Duprule: detect & remove duplicate rules
#1
Duprule is a tool to detect & remove duplicate rules, inspired from issue 301 in hashcat.

Link

https://github.com/0xbsec/duprule/


How does it works ?

TL;DR: Each rule change is mapped, and a unique id is generated for each rule with functions count.

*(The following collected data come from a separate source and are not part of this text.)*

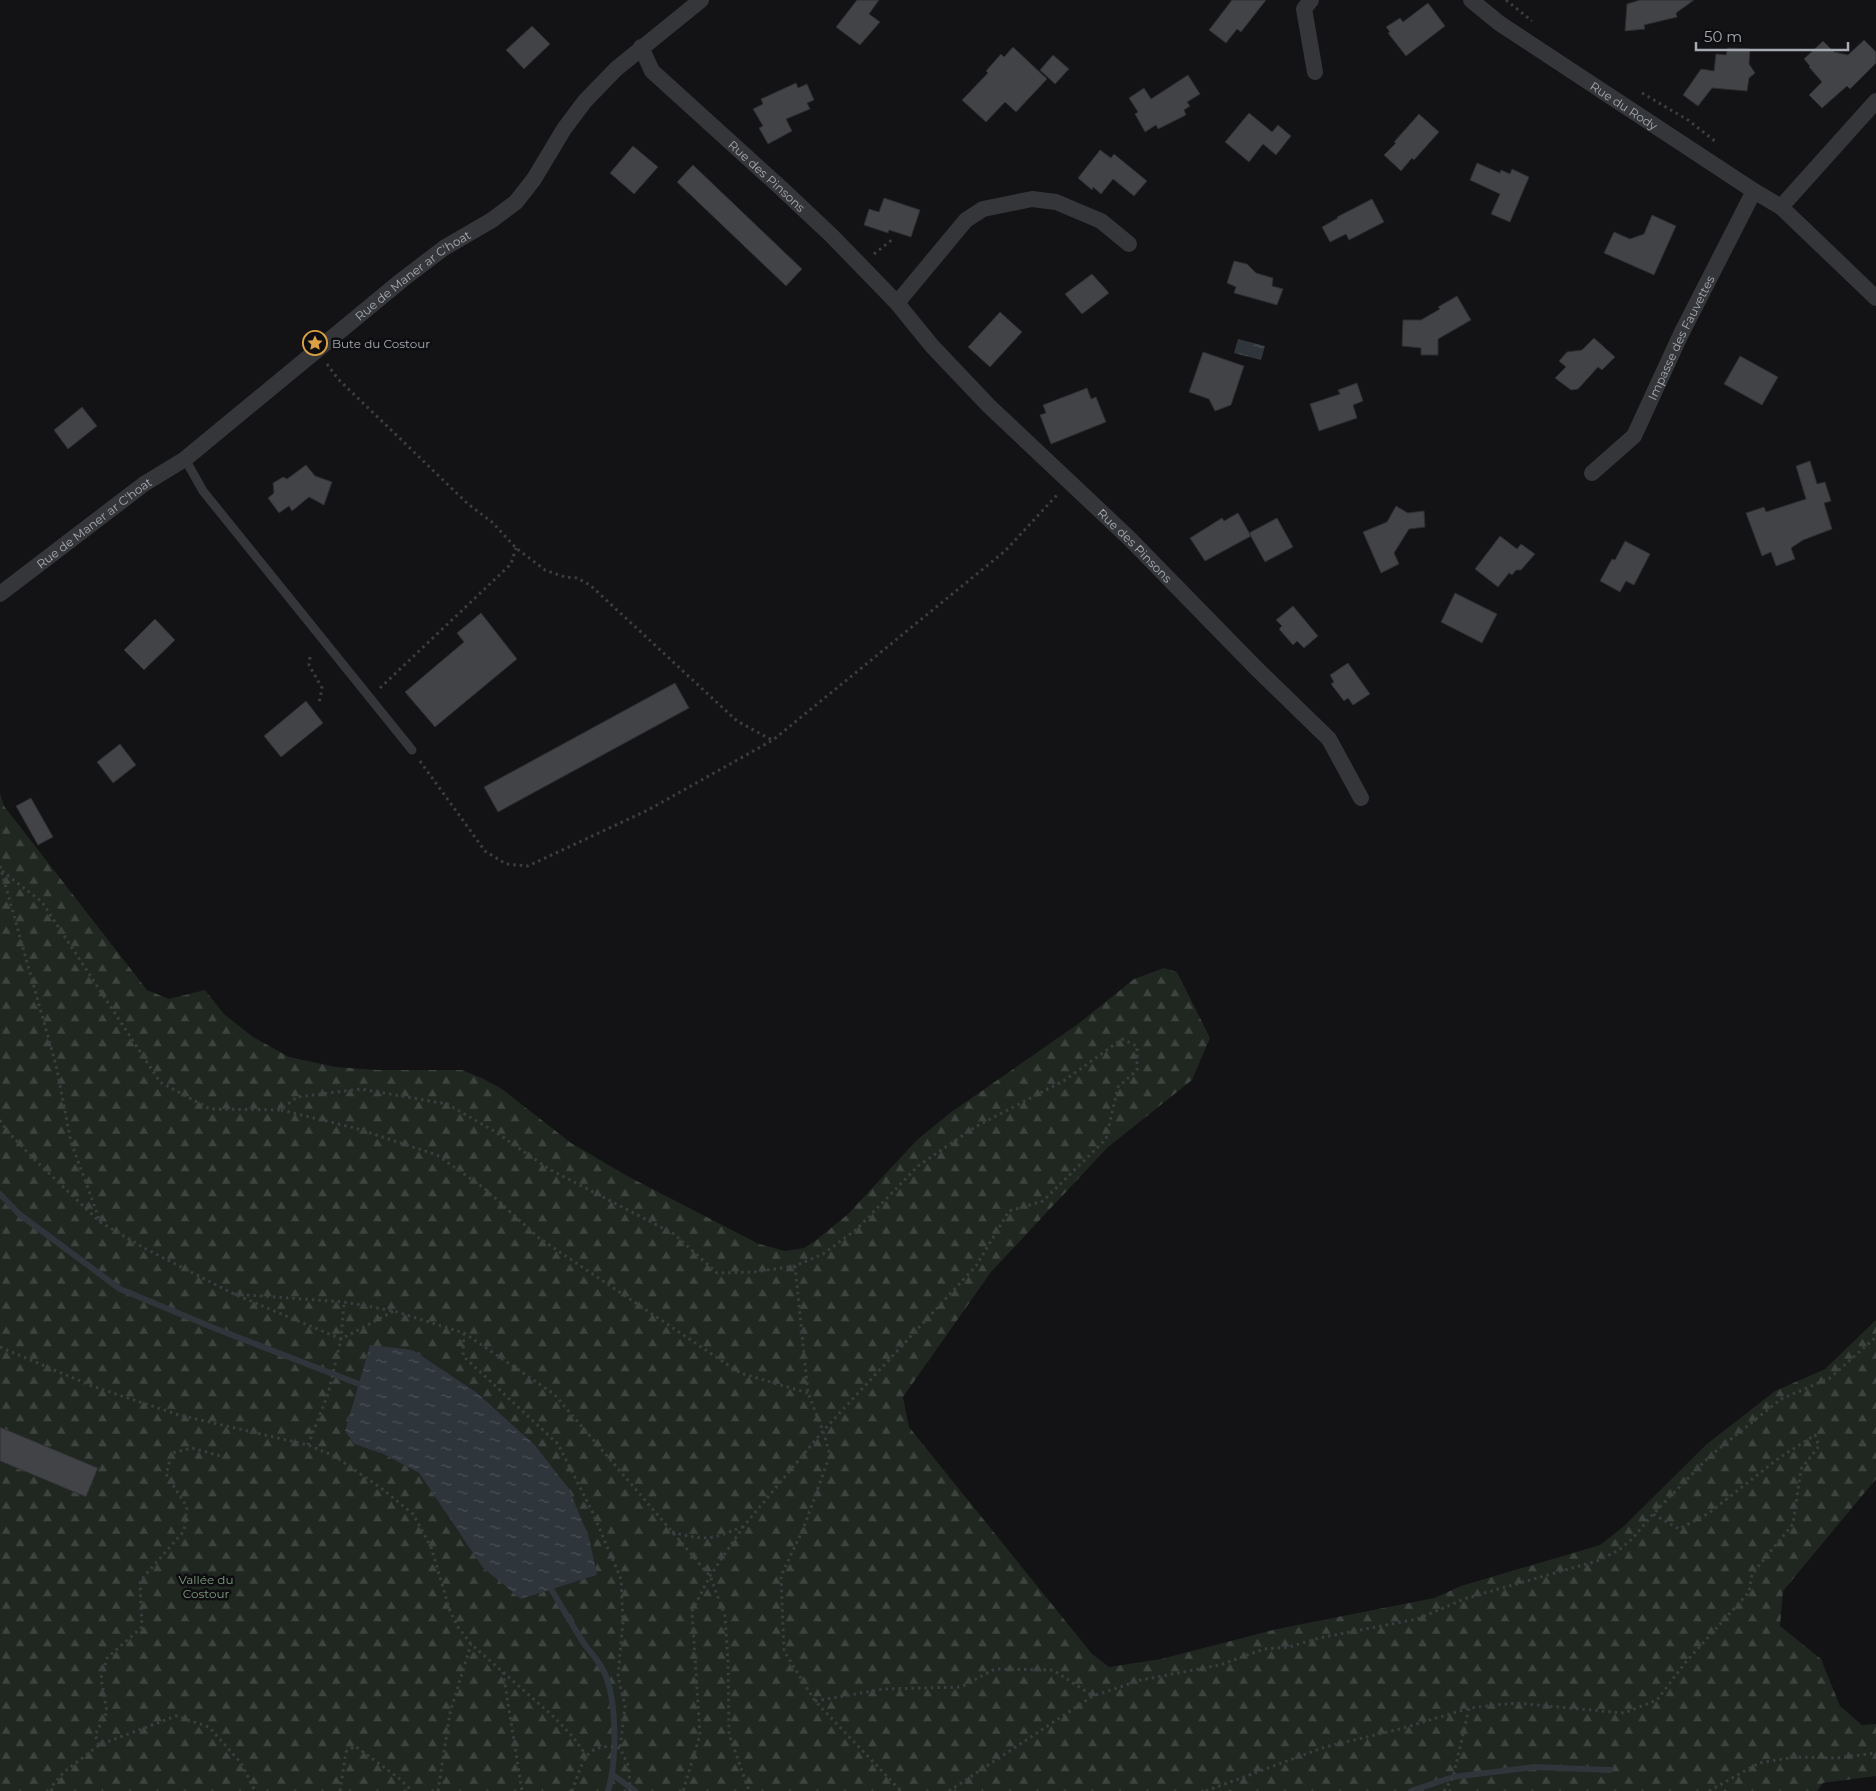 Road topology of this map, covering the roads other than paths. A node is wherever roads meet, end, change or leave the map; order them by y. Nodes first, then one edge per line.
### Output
1 (702, 0) edge
2 (1311, 0) edge
3 (1471, 0) edge
4 (642, 48) junction
5 (1315, 72) dead end
6 (1876, 101) edge
7 (1754, 191) junction
8 (1781, 207) junction
9 (1129, 244) dead end
10 (1876, 298) edge
11 (897, 303) junction
12 (184, 460) junction
13 (1592, 473) dead end
14 (0, 594) edge
15 (412, 750) road end
16 (1361, 798) dead end

1 - 4 street, Rue de Maner ar C'hoat
2 - 5 street
3 - 7 street, Rue du Rody
4 - 11 street, Rue des Pinsons
4 - 12 street, Rue de Maner ar C'hoat
6 - 8 street
7 - 8 street, Rue du Rody
7 - 13 street, Impasse des Fauvettes
8 - 10 street, Rue du Rody
9 - 11 street
11 - 16 street, Rue des Pinsons
12 - 14 street, Rue de Maner ar C'hoat
12 - 15 lane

The mechanism is like this:

- A blank map is created with $n ( from 1 to 37 ) default characters.
- Each rule change will be applied to the map.
    Example rule: 'u', will change all characters cases from '?' ( unknown ) to 'u' ( upper case ).
    'sab', will add {'a' -> 'b'} to the map. And same logic apply for the other rules.
- An id is generated from the map.
- The ids are compared to detect duplicate rules.
- The rule with the least functions count will be chosen. ( there's a plan to add readability  to select the rule, check issue #4 for updates ).

Which rules are supported ?

Currently all rules on this page are supported except: 
    - Memory rules: X, 4, 6, M
    - Reject plains rules
    - E

Usage

git clone https://github.com/0xbsec/duprule.git
perl duprule.pl < [rule file]

duprule.pl take input rules from STDIN.
Example: 
perl duprule.pl < /tmp/rockyou.rule
Will print unique, non ordered, rules to STDOUT. And save duplicate rules to 
duplicates.txt


This is still in development and some features are not supported. Any feature/test/bug report is welcomed.

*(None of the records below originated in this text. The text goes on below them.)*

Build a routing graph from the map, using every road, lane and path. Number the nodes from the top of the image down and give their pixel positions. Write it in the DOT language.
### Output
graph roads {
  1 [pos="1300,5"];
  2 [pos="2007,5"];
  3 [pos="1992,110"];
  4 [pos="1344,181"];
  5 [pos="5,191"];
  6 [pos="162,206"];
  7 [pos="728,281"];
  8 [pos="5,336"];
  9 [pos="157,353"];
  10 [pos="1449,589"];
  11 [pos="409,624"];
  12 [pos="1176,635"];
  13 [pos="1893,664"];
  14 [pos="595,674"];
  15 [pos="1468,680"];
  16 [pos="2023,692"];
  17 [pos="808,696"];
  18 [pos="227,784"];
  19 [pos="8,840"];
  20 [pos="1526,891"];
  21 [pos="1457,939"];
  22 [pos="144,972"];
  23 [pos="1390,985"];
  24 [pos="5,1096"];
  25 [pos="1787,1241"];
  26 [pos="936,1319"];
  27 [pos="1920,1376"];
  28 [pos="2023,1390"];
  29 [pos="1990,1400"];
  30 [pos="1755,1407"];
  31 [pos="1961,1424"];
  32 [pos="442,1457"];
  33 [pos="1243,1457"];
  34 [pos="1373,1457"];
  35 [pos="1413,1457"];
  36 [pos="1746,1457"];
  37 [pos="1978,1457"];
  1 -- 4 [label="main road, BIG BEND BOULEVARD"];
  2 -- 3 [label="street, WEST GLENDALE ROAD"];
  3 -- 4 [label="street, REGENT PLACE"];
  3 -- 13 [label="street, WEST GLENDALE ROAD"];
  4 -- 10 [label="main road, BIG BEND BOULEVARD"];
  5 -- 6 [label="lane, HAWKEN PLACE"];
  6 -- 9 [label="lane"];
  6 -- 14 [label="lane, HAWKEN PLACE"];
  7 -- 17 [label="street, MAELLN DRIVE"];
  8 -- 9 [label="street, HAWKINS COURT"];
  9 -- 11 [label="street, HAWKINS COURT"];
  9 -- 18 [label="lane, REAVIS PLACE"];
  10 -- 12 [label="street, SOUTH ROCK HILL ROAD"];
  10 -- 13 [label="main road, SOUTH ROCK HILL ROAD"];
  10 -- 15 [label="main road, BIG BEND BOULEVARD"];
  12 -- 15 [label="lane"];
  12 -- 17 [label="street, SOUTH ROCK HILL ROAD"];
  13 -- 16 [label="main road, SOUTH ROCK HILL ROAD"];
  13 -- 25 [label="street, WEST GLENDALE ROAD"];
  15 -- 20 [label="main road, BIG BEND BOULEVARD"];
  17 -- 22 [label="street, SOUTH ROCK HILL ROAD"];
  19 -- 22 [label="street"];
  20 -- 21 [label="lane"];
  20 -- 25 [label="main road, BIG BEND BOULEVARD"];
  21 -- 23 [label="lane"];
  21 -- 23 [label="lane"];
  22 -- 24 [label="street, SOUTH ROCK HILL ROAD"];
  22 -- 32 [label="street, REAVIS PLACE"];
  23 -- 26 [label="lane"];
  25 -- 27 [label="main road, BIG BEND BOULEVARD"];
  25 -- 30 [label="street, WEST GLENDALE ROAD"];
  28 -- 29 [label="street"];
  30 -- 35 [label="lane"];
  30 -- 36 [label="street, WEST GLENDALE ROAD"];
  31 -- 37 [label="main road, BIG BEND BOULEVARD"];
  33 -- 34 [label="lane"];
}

I'd like to hear your thoughts about the tool Big Grin
#2
Sounds interessting. Can you show some of the results and explain them with words?
#3
@atom Thanks for your reply!
Here are some of the duplicates from rules/T0XlCv1.rule ( complete list: here ):

perl duprule.pl < ../hashcat/rules/T0XlCv1.rule

1. ^a^i^d, i0d i1i i2a
2. x32, x32+2
3. :, tt
4. D2 D2, D3D2
5. '3d, x03d
6. *22se3, se3
7. x31Y3i7&i5vL9'4, x31
8. ] { [ }, D1], ],1[

Explanation:

1. ^a^i^d will have this change on map:
    - push elements with characters 'a', then 'i', then 'd' to the start of the word
i0d i1i i2a

    - insert element with character 'd' at position 0, 'i' at position 1, 'a' at position 2.
2. x32
    - from position 3, take two characters, so the map will be reduced to these two characters
x32+2
    - as above, but increase character at position 2 ( character number 3 ) by 1 ascii value. As the third character doesn't exist they are duplicates.
3. :
    - change nothing.
tt

    - the first 't' will toggle all the cases, 'u' -> 'l', 'l' -> 'u', 'd' ( default, unknown case )  -> 'b' ( the opposed case of 'd' ), and the second 't' will toggle all the cases back. That's why it's duplicate with :.


4. D2 D2
    - Delete element at position 2, then with the new word, delete element at position 2 ( it was the third element )
D3D2
    - Delete element at position 3, then delete the element at position 2.
5. 'n have the same effect as x0n.
6. *nn will swap position n with position n, so nothing will happen.
7. x31 will take 1 character from position 0, so all changes on elements with position > 0 will have no effects.
8.
] { [ }
    - Delete last element.
    - rotate word left.
    - Delete element at position 0 ( it's old position was 1 ).
    - rotate work right.
D1]
    - Delete element at position 1.
    - Delete last element.
],1[
    - Delete last element.
    - Replace element at position 1 with element at position 0
    - Delete element at position 0.

For more examples, please have a look at this test, and this test will give an overview over the map.
#4
Looks good, thanks for contribution.